J Orthop Trauma. 2016 Jun;30(6):e201-6. doi: 10.1097/BOT.0000000000000509.

Abstract

Objectives: To evaluate the outcomes of treatment with a percutaneous compression plate (PCCP) in stable and unstable intertrochanteric hip fractures.

Design: Clinical prospective nonrandomized cohort study.

Setting: San Cecilio University Hospital, Granada (Spain).
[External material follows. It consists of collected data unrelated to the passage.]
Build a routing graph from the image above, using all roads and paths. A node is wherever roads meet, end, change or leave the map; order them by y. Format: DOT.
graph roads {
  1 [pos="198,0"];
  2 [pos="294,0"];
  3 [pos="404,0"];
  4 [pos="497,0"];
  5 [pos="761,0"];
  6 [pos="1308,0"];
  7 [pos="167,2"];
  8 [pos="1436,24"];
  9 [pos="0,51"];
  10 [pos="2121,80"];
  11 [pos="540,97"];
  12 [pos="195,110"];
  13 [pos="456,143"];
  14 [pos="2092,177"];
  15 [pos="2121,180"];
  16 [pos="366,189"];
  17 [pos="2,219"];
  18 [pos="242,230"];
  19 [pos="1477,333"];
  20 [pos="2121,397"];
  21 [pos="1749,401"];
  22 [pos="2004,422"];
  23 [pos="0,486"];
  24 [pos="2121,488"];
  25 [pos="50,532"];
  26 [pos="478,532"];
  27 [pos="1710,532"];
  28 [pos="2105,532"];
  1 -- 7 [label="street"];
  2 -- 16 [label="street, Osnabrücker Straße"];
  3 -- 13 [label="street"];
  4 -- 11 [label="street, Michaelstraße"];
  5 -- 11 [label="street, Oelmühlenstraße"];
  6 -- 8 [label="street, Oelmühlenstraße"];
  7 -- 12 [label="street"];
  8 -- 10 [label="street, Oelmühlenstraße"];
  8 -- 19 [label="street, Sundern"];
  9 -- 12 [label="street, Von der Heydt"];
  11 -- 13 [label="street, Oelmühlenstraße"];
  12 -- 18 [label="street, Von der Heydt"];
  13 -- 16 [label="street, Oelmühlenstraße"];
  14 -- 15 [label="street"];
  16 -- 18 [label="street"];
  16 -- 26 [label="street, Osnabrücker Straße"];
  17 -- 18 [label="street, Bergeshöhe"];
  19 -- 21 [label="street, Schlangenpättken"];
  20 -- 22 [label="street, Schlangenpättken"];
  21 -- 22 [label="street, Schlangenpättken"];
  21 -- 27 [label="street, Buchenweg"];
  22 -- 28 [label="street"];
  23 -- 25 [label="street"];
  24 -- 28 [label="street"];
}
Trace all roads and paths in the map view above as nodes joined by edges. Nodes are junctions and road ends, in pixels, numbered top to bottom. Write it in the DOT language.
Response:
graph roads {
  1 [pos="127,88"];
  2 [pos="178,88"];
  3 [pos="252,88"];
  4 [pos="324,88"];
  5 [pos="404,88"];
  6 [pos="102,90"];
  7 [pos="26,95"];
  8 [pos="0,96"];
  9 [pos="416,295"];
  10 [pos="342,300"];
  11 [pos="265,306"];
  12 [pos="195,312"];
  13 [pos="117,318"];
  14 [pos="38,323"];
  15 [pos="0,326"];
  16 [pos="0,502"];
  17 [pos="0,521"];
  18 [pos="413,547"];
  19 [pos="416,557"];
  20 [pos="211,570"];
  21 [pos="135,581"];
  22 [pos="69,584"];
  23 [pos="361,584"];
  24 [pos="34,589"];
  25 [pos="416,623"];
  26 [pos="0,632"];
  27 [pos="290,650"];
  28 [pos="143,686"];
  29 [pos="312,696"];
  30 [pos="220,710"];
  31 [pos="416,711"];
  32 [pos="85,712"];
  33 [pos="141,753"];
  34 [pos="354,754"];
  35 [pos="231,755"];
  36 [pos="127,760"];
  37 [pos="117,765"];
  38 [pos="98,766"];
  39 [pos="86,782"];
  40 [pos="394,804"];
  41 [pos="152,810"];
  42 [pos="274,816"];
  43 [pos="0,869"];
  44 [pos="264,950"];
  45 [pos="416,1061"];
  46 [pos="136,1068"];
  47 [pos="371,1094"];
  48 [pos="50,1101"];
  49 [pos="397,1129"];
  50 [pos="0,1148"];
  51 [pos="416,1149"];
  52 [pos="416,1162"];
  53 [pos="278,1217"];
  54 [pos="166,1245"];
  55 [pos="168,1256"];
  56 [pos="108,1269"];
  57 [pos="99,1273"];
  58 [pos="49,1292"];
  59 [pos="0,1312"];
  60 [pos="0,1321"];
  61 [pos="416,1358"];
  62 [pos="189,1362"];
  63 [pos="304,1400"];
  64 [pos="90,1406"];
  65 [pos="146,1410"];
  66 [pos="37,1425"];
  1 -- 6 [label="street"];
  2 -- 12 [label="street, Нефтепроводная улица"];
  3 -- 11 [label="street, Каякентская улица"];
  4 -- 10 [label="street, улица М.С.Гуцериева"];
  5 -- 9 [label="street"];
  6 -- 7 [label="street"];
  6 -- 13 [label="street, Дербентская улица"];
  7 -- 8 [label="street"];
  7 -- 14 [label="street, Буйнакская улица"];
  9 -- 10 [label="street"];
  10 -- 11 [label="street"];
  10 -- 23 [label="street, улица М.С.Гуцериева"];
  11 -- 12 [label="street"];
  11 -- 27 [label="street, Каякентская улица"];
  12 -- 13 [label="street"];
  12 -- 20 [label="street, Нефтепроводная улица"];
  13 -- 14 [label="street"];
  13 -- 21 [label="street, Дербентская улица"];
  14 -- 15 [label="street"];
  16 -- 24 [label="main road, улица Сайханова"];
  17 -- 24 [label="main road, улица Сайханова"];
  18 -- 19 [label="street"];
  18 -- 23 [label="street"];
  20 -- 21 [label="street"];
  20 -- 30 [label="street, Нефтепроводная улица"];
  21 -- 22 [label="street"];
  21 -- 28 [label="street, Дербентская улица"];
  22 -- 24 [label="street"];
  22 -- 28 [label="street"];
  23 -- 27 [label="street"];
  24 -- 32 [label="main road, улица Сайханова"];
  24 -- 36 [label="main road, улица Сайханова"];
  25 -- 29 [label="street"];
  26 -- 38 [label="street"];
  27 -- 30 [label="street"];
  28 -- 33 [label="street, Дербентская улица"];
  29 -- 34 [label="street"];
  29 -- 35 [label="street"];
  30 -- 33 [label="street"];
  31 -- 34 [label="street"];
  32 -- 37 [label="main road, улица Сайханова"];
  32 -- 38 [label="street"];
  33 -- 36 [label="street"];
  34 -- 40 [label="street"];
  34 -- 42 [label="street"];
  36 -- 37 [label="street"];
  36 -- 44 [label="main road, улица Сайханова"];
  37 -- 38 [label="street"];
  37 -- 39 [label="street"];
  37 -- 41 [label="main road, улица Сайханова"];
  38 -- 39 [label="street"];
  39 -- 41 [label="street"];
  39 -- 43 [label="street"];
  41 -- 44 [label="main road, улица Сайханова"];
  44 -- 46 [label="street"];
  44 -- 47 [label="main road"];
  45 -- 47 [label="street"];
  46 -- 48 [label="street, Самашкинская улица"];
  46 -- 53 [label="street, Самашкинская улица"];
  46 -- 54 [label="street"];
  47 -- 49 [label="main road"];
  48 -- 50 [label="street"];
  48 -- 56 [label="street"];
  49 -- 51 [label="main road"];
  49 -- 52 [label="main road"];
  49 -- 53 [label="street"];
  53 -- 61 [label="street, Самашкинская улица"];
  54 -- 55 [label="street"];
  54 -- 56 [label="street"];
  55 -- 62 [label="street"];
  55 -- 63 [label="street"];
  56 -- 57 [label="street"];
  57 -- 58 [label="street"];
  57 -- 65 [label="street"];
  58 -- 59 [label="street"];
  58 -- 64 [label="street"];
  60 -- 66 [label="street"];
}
A tertiary-care hospital.

Patients: Patients older than 65 years undergoing surgery for an intertrochanteric hip fracture (n = 657) were divided according to the OTA/AO classification, into stable (31-A1) (group A, n = 363) and unstable fractures (31-A2) (group B, n = 294).

Intervention: Osteosynthesis with a PCCP (Orthofix Inc).

Main outcome measurements: Blood loss, wound complications, postoperative pain, operative and fluoroscopy time, functional outcomes, device-related complications, consolidation time, and mortality.

Results: Patients with unstable fractures were significantly worse with respect to postoperative pain, immediately (P = 0.020), at 6 weeks (P = 0.0001), and at 3 months (P = 0.009), and with respect to independent walking ability at 6 weeks. No other significant differences were observed.

Conclusions: The outcomes of osteosynthesis with PCCP seem to be equally satisfactory in stable and unstable intertrochanteric fractures, with stable fractures having less pain and a greater ability to walk earlier.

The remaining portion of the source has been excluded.